Ne serait-il temps d’être, enfin, créatif, et de ne plus répéter les mêmes rengaines, de ne plus faire et penser comme le voisin, ce faire et ce penser non pas parce que c’est beau mais parce ce voisin, lui-même, nous imite ?

Ne serait-il temps de cesser de considérer notre monde comme achevé, de considérer qu’il n’y a plus rien à découvrir, de considérer que tout est indépassable, de considérer qu’il n’y a plus rien à comprendre, a savoir, a découvrir, de considérer qu’il nous faut reconsidérer nos anciens avec l’œil de la modernité ?

Et puis, pourquoi faire de l’Anglais langue de l’esprit quand le Français, avec l’Allemand, sont les deux véritables expressions des philosophes, laissons l’anglo-américain aux scientifiques comme le Latin le fut autrefois et faisons de notre verbe le Grecque de maintenant.

Croyez bien que les élites mondiales, surtout les plus progressistes, ont bien compris que la complexe précision de notre parlé ne peut qu’ouvrir les perspectives de l’entendement, et puis l’Anglais, devenu langue du « vulgaire », ces élites, pour se distinguer, ne pourrons (et je suis sûr, ne peuvent), que choisir que ce qu’il y a, d’expression, de plus complexe.

 

 

Je suis de cette étrange génération des cinquante ans qui, connaissant encore le monde ancien, a un pied profondément ancré dans l’actuelle contemporanéité,

Qui, en 68, n’avait, d’âge, que la décennie et qui, aujourd’hui, comprend combien le flux informatique et la révolution électronique modèle les jeunes cerveaux comme l’écriture et le livre le firent à leur époque (lire, à ce sujet, ce jeune homme qu’est Michel Serres), la différence en est que ce qui pris des millénaires pour se développer se fait, maintenant, en un petit siècle.

Nous nous devons, obligatoirement, d’accompagner d’amples et profondes réflexions l’évolution politique et économique qui nous est nécessaire au risque, sinon, qu’aucune solution ne soit adaptée à notre situation.

Commentaires sur le blog de Jorion

p.s : le blog de Jorion existe depuis plus de trois ans et possède une double caractéristique (à mon avis ) :

Il est très bien tenu, c’est à dire qu’il reste lisible, ouvert et accessible à tous et possède un nombre de lecteurs impressionnants (de l’ordre de 100 K par mois aujourd’hui), dont quelques uns interviennent souvent en commentaires (peu), d’autres peu (rarement) et beaucoup jamais (comme moi) mais sont la.

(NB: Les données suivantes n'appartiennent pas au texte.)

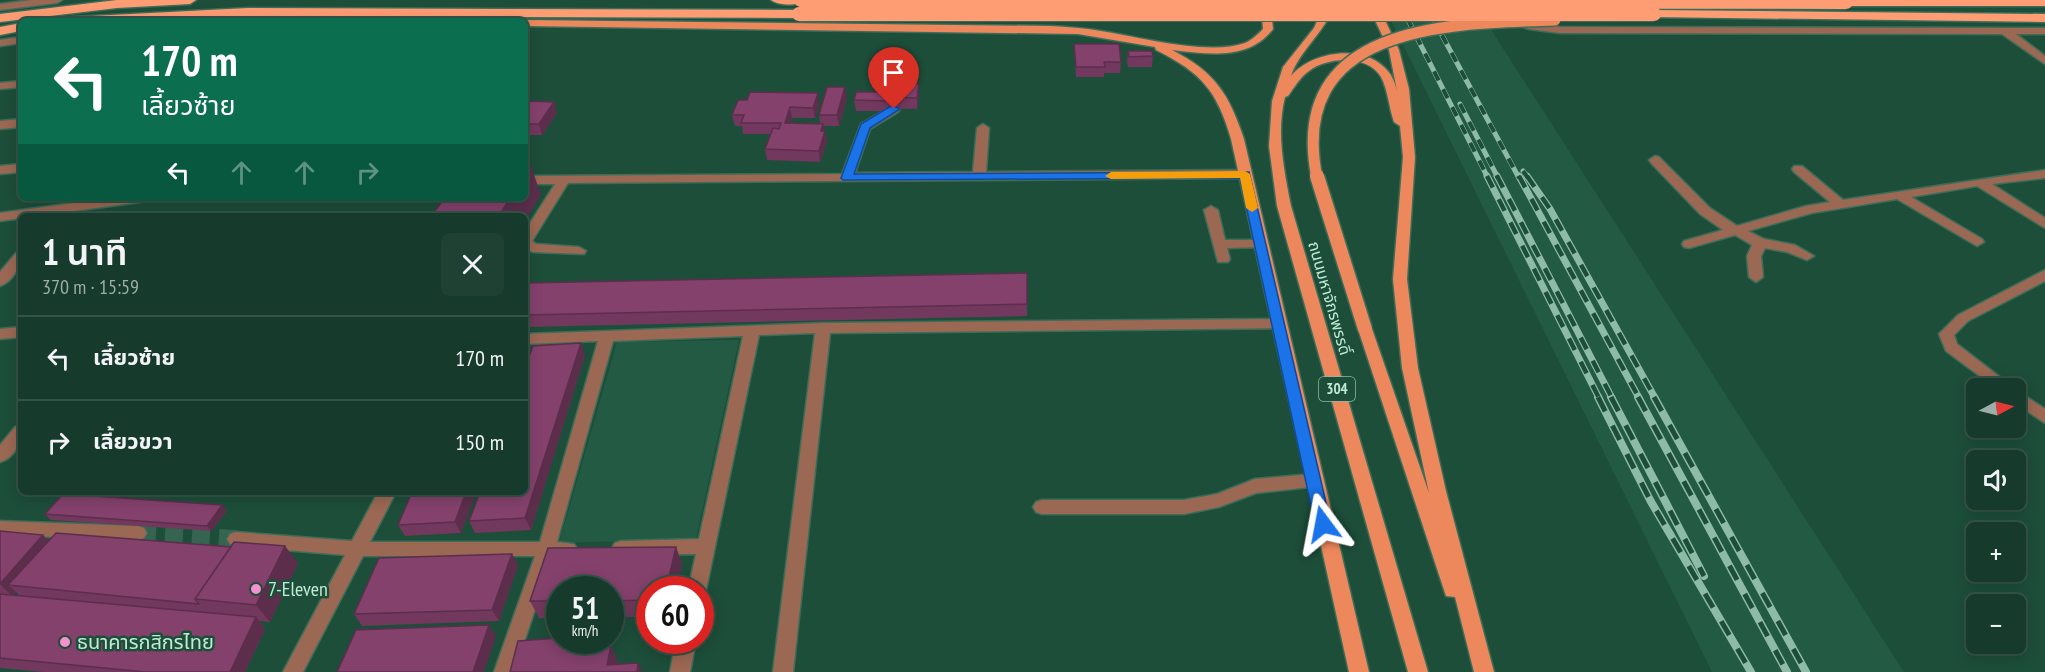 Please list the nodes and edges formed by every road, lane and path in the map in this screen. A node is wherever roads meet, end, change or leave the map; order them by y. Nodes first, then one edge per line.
1 (57, 0) edge
2 (190, 0) edge
3 (777, 0) edge
4 (1263, 0) edge
5 (1281, 0) edge
6 (1331, 0) edge
7 (1370, 0) edge
8 (1495, 0) edge
9 (2045, 2) edge
10 (0, 7) edge
11 (800, 7) edge
12 (485, 13) junction
13 (1654, 14) junction
14 (0, 18) edge
15 (119, 18) edge
16 (499, 18) edge
17 (2045, 18) edge
18 (528, 24) edge
19 (18, 28) edge
20 (0, 31) edge
21 (2045, 31) edge
22 (2006, 32) junction
23 (18, 40) edge
24 (0, 43) edge
25 (1151, 43) junction
26 (2045, 61) edge
27 (18, 84) edge
28 (0, 86) edge
29 (1277, 104) junction
30 (894, 109) edge
31 (18, 123) edge
32 (0, 125) edge
33 (983, 128) dead end
34 (1409, 157) junction
35 (1655, 160) dead end
36 (18, 168) edge
37 (1798, 169) dead end
38 (0, 170) edge
39 (1245, 174) junction
40 (2045, 174) edge
41 (979, 177) junction
42 (847, 178) junction
43 (528, 180) edge
44 (564, 180) junction
45 (1979, 182) junction
46 (1899, 195) junction
47 (117, 201) edge
48 (1839, 203) junction
49 (61, 208) edge
50 (1211, 210) dead end
51 (27, 213) edge
52 (18, 214) edge
53 (0, 217) edge
54 (2045, 224) edge
55 (1735, 230) junction
56 (528, 235) edge
57 (1977, 242) dead end
58 (1760, 243) junction
59 (1219, 244) junction
60 (1260, 244) junction
61 (1689, 244) dead end
62 (528, 247) edge
63 (579, 251) dead end
64 (1807, 256) dead end
65 (1223, 259) dead end
66 (18, 260) edge
67 (2045, 276) edge
68 (1756, 277) dead end
69 (0, 282) edge
70 (1280, 324) junction
71 (823, 328) junction
72 (752, 331) junction
73 (18, 332) edge
74 (0, 334) edge
75 (607, 335) junction
76 (528, 339) edge
77 (1993, 378) edge
78 (2026, 403) edge
79 (2045, 417) edge
80 (18, 435) edge
81 (0, 456) edge
82 (1313, 481) junction
83 (385, 495) edge
84 (1042, 507) dead end
85 (0, 528) edge
86 (138, 533) tunnel mouth
87 (236, 539) tunnel mouth
88 (705, 546) junction
89 (357, 549) junction
90 (546, 550) junction
91 (700, 576) edge
92 (683, 654) edge
93 (293, 672) edge
94 (504, 672) edge
95 (680, 672) edge
96 (783, 672) edge
97 (1359, 672) edge
98 (1418, 672) edge
99 (1482, 672) edge

1 - 10 street
2 - 14 highway
3 - 11 highway
4 - 25 main road
5 - 9 highway, bridge
5 - 11 highway, bridge
6 - 29 main road, ถนนมหาจักรพรรดิ์
7 - 34 main road
8 - 22 street
11 - 12 highway
11 - 13 highway, bridge
12 - 15 highway
12 - 16 main road
13 - 17 highway
13 - 99 main road, bridge
18 - 25 main road
19 - 20 highway
21 - 22 street
22 - 26 street
23 - 24 street
25 - 39 main road
27 - 28 street
29 - 34 main road
29 - 98 main road, ถนนมหาจักรพรรดิ์ / 304
30 - 42 street
31 - 32 street
33 - 41 street
34 - 99 main road
35 - 55 street
36 - 38 street
37 - 48 street
39 - 41 street
39 - 60 main road
40 - 45 street
41 - 42 street
42 - 44 street
43 - 44 street
44 - 56 street
45 - 46 street
45 - 54 street
46 - 48 street
46 - 57 street
47 - 49 street
48 - 55 street
49 - 51 street
50 - 59 street
52 - 53 street
55 - 58 street
55 - 61 street
58 - 64 street
58 - 68 street
59 - 60 street
59 - 65 street
60 - 70 main road
62 - 63 street
66 - 69 street
67 - 77 street
70 - 71 street
70 - 82 main road
71 - 72 street
71 - 96 street
72 - 75 street
72 - 88 street
73 - 74 street
75 - 76 street
75 - 90 street
78 - 79 street
80 - 81 street
82 - 84 street
82 - 97 main road
83 - 89 street
85 - 86 street
87 - 89 street
88 - 90 street
88 - 91 street
89 - 90 street
89 - 93 street
90 - 94 street
92 - 95 street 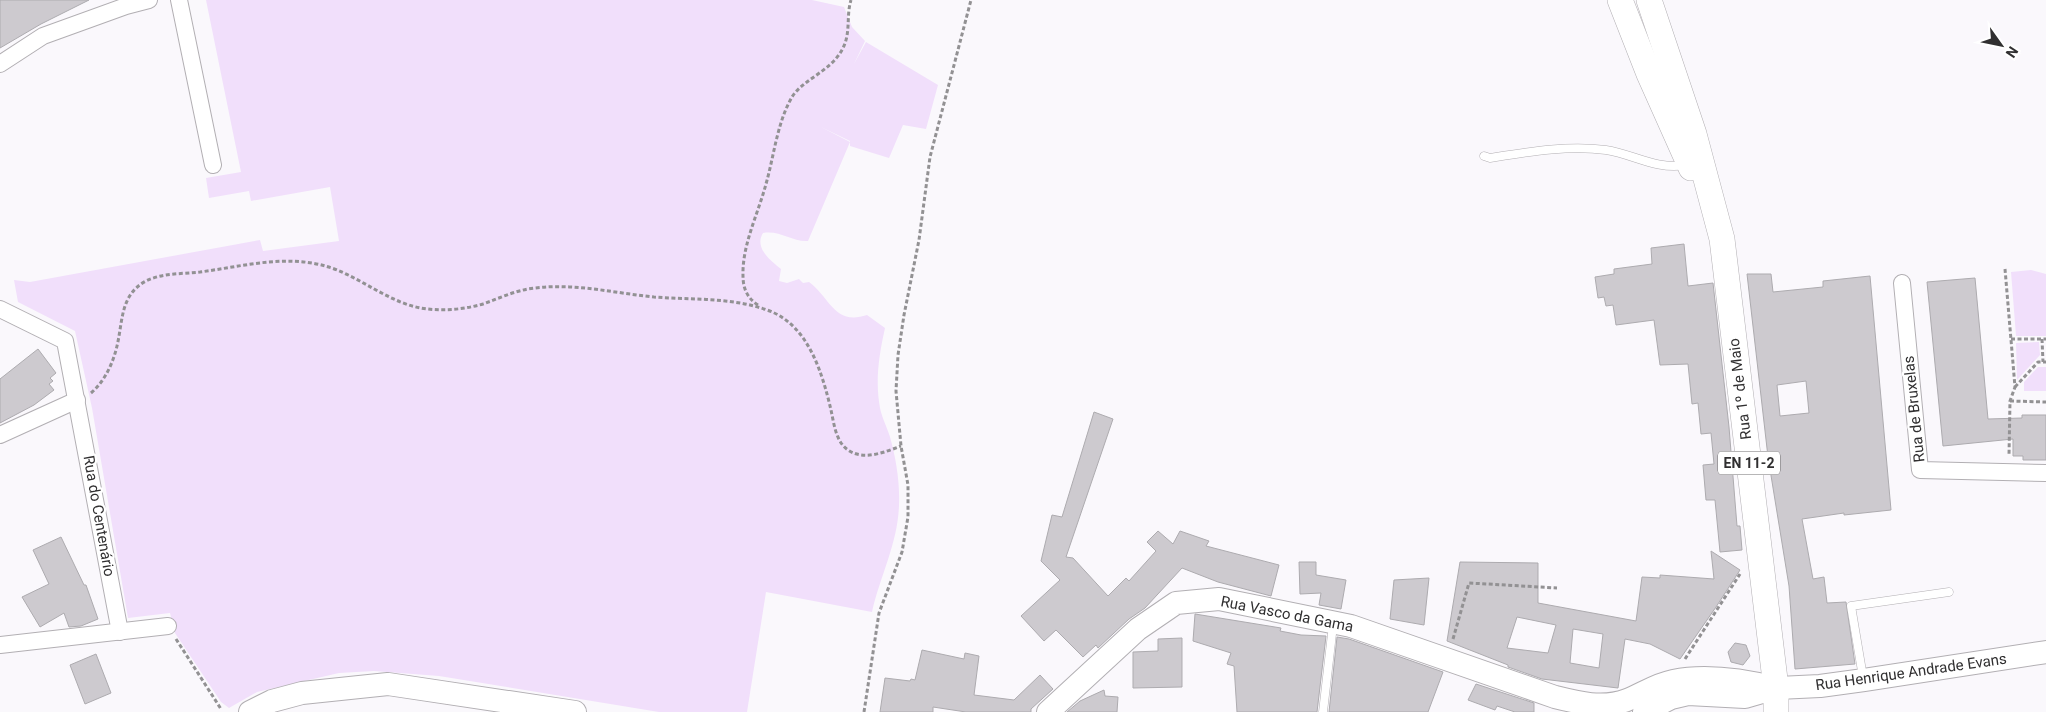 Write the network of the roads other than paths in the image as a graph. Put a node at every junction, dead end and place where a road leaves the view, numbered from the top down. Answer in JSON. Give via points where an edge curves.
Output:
{"nodes":[{"id":1,"x":149,"y":0,"type":"edge"},
{"id":2,"x":179,"y":0,"type":"edge"},
{"id":3,"x":1620,"y":0,"type":"edge"},
{"id":4,"x":1631,"y":0,"type":"edge"},
{"id":5,"x":1649,"y":0,"type":"edge"},
{"id":6,"x":0,"y":64,"type":"edge"},
{"id":7,"x":1672,"y":68,"type":"junction"},
{"id":8,"x":1484,"y":156,"type":"dead end"},
{"id":9,"x":1689,"y":164,"type":"junction"},
{"id":10,"x":213,"y":165,"type":"dead end"},
{"id":11,"x":1722,"y":239,"type":"junction"},
{"id":12,"x":1902,"y":283,"type":"dead end"},
{"id":13,"x":0,"y":309,"type":"edge"},
{"id":14,"x":77,"y":400,"type":"junction"},
{"id":15,"x":0,"y":435,"type":"edge"},
{"id":16,"x":2046,"y":473,"type":"edge"},
{"id":17,"x":1949,"y":592,"type":"dead end"},
{"id":18,"x":1334,"y":622,"type":"junction"},
{"id":19,"x":168,"y":626,"type":"road end"},
{"id":20,"x":120,"y":632,"type":"junction"},
{"id":21,"x":0,"y":645,"type":"edge"},
{"id":22,"x":2046,"y":652,"type":"edge"},
{"id":23,"x":1864,"y":680,"type":"junction"},
{"id":24,"x":1776,"y":700,"type":"edge"},
{"id":25,"x":1590,"y":709,"type":"edge"},
{"id":26,"x":250,"y":712,"type":"edge"},
{"id":27,"x":575,"y":712,"type":"edge"},
{"id":28,"x":1048,"y":712,"type":"edge"},
{"id":29,"x":1323,"y":712,"type":"edge"},
{"id":30,"x":1644,"y":712,"type":"edge"}],
"edges":[{"from":1,"to":6,"type":"street","via":[[43,36]]},
{"from":2,"to":10,"type":"street"},
{"from":3,"to":9,"type":"main road","number":"EN 11-2"},
{"from":4,"to":7,"type":"street","via":[[1656,57]]},
{"from":5,"to":7,"type":"main road","number":"EN 11-2"},
{"from":7,"to":11,"type":"main road","number":"EN 11-2","via":[[1694,134]]},
{"from":8,"to":9,"type":"lane","via":[[1590,148],[1661,166]]},
{"from":9,"to":11,"type":"main road","number":"EN 11-2"},
{"from":11,"to":24,"type":"main road","name":"Rua 1º de Maio","number":"EN 11-2"},
{"from":12,"to":16,"type":"street","name":"Rua de Bruxelas","via":[[1920,470]]},
{"from":13,"to":14,"type":"street","name":"Rua do Centenário","via":[[65,341]]},
{"from":14,"to":15,"type":"street"},
{"from":14,"to":20,"type":"street","name":"Rua do Centenário"},
{"from":17,"to":23,"type":"lane","via":[[1851,606]]},
{"from":18,"to":25,"type":"street","name":"Rua Vasco da Gama"},
{"from":18,"to":28,"type":"street","name":"Rua Vasco da Gama","via":[[1219,599],[1176,602],[1138,629]]},
{"from":18,"to":29,"type":"lane"},
{"from":19,"to":20,"type":"street"},
{"from":20,"to":21,"type":"street"},
{"from":22,"to":23,"type":"street","name":"Rua Henrique Andrade Evans"},
{"from":23,"to":24,"type":"street","name":"Rua Henrique Andrade Evans","via":[[1820,686]]},
{"from":24,"to":25,"type":"street","name":"Rua Vasco da Gama","via":[[1746,680],[1689,678],[1671,681],[1625,701]]},
{"from":24,"to":30,"type":"street","via":[[1688,694],[1671,698]]},
{"from":26,"to":27,"type":"street","via":[[272,701],[302,693],[388,684]]}]}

Ceux qui font de rares commentaires le font toujours par réaction à ce qu’ils lisent en y mêlant fortement ce qu’ils sont réellement (expériences, compétences, émotions, envie…etc) ce qui leur donne une véracité et une qualité inestimable.

Ce sont ces commentaires que je cherche (gros travail) parce qu’ils peuvent souvent aider à éclairer l’avenir.